Why does COVID-19 continue to advance strongly in the United States?


With more than four million cases, the coronavirus seems to be giving no respite to the United States , which has been leading global infection statistics for several weeks, although it has managed to keep deaths at bay.

The pandemic in the world’s leading power has sailed in waters stirred by politics, racial protests and a vast deployment of funds to contain the economic effects of the disease.

What do the experts think about the issues that have dominated the environment since the first positive in the country was known last January?

Politics vs. pandemic

The United States is experiencing an electoral year and politics seems to be an unavoidable matter.

For the democratic strategist Federico de Jesús, the underlying problem is not that this is a year of elections but “that the United States has a president who does not understand or does not want to understand that the electoral and the public health issue should not have absolutely nothing to do with each other. “

“I do not blame politics or politicians, because there are Republican and Democratic politicians who have said and done things that they would not normally do in an election year,” added this analyst, who recalled that the first stimulus package approved by Congress following COVID-19 had the support of both parties.

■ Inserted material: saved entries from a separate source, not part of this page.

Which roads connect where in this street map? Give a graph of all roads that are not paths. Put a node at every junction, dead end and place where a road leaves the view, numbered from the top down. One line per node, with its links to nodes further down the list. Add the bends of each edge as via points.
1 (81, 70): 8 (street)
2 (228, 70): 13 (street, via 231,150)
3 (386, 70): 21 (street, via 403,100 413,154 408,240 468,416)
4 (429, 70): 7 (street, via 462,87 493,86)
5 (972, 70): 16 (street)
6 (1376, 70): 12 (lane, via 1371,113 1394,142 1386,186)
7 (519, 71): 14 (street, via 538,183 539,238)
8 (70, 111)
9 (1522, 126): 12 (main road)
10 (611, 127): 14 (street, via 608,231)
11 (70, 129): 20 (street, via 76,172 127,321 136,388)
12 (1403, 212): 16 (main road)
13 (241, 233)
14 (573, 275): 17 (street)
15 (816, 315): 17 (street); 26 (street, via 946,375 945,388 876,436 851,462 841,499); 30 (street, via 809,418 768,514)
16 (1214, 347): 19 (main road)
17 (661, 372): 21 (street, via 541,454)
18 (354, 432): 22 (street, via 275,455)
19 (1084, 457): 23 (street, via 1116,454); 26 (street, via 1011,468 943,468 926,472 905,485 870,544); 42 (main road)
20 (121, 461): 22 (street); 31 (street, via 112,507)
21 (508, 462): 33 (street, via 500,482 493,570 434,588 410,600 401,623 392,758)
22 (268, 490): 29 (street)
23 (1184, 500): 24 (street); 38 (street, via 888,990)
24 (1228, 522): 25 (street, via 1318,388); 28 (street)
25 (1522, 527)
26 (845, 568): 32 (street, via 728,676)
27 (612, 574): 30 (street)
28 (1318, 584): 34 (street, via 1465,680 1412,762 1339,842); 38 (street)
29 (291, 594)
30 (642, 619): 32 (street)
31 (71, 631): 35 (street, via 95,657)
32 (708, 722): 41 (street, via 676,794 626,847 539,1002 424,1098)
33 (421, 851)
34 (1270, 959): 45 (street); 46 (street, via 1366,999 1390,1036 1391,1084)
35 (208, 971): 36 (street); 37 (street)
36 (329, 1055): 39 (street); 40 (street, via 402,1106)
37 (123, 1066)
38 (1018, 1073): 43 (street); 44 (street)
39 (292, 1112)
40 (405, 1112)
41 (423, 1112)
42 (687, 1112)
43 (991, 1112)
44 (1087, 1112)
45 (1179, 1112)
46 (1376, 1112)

“It is not that politics has gotten in the middle, it is that President Donald Trump has put politics in the middle,” he insisted.

Doug Badger of the Heritage Foundation said the president “has clearly suffered politically as a result of the pandemic.”

He noted that Trump “shares the blame with senior federal health officials, most of whom were in his agencies long before” he was elected “and will remain there after he leaves office.”

“But the idea that the United States is the ‘most affected’ country is not true, at least up to this point,” he said, arguing that the nation “has had fewer deaths due to COVID-19 per million inhabitants than Belgium, United Kingdom, Spain, Italy, Sweden and France “.

Masks, between Trump’s yes and no

The use of the mask became the apple of contention when Trump and his vice president, Mike Pence , refused to wear this garment in public despite the opposition’s claims.

The order to cover his face was adopted in different areas of the country, but it was not until a few days ago that Trump agreed to carry one.

“Some seem to attribute magical powers to the masks, while others see them as a badge of servility. It is neither. It is a piece of cloth ” , settled Badger, who judged as“ a separate issue ”if anyone who decides not to use it is penalized.

De Jesús, for his part, said that this controversy “revealed fundamental contradictions between what the president’s followers say they believe and what they actually believe.”

He recalled in this context episodes in which conservative sectors defended businesses that decided not to sell their products to gay couples claiming their right to defend their principles, but now they see it as a matter of freedom whether or not they comply with the requirement to wear a covered face in these places.

“The important thing is that a large part of the population has been unprotected for following the president’s political recommendations,” De Jesús observed with concern.

What about the health system?

The virus exposed in the United States the deficiencies of its health system, which has the private sector as the largest provider of health services. This forced the government to make a huge sacrifice to care for the sick.

“The American hospital system is not adequately designed to treat uninsured patients,” William Checkley, an associate professor at the Johns Hopkins University School of Medicine, explained to Efe.

“When an uninsured person needs medical attention,” added this specialist, “the costs can end up being prohibitive.

Without coverage, the patient must bear the full cost of care at higher rates than a person with health insurance.

Care in the country is compulsory and is guaranteed by the Federal Law on Emergency Medical Treatments and Labor, which requires institutions to examine and stabilize a patient in the event of an emergency, but does not order them to do so “at no cost to patients who can’t pay, “according to Checkley.

Hence, many patients must go to hospital charities to negotiate their debt or finance the payment of costs .

In an attempt to assist those affected by the pandemic, the Family First Coronavirus Response Act was passed to expand national health insurance to people without coverage, to cover the costs of diagnosing COVID-19 and offer certain paid sick leave workers.

Other federal resources were derived to cover the costs of the tests. The costs of treatment for people without insurance will be covered by a fund created for providers, since as the disease persists it will require new disbursements.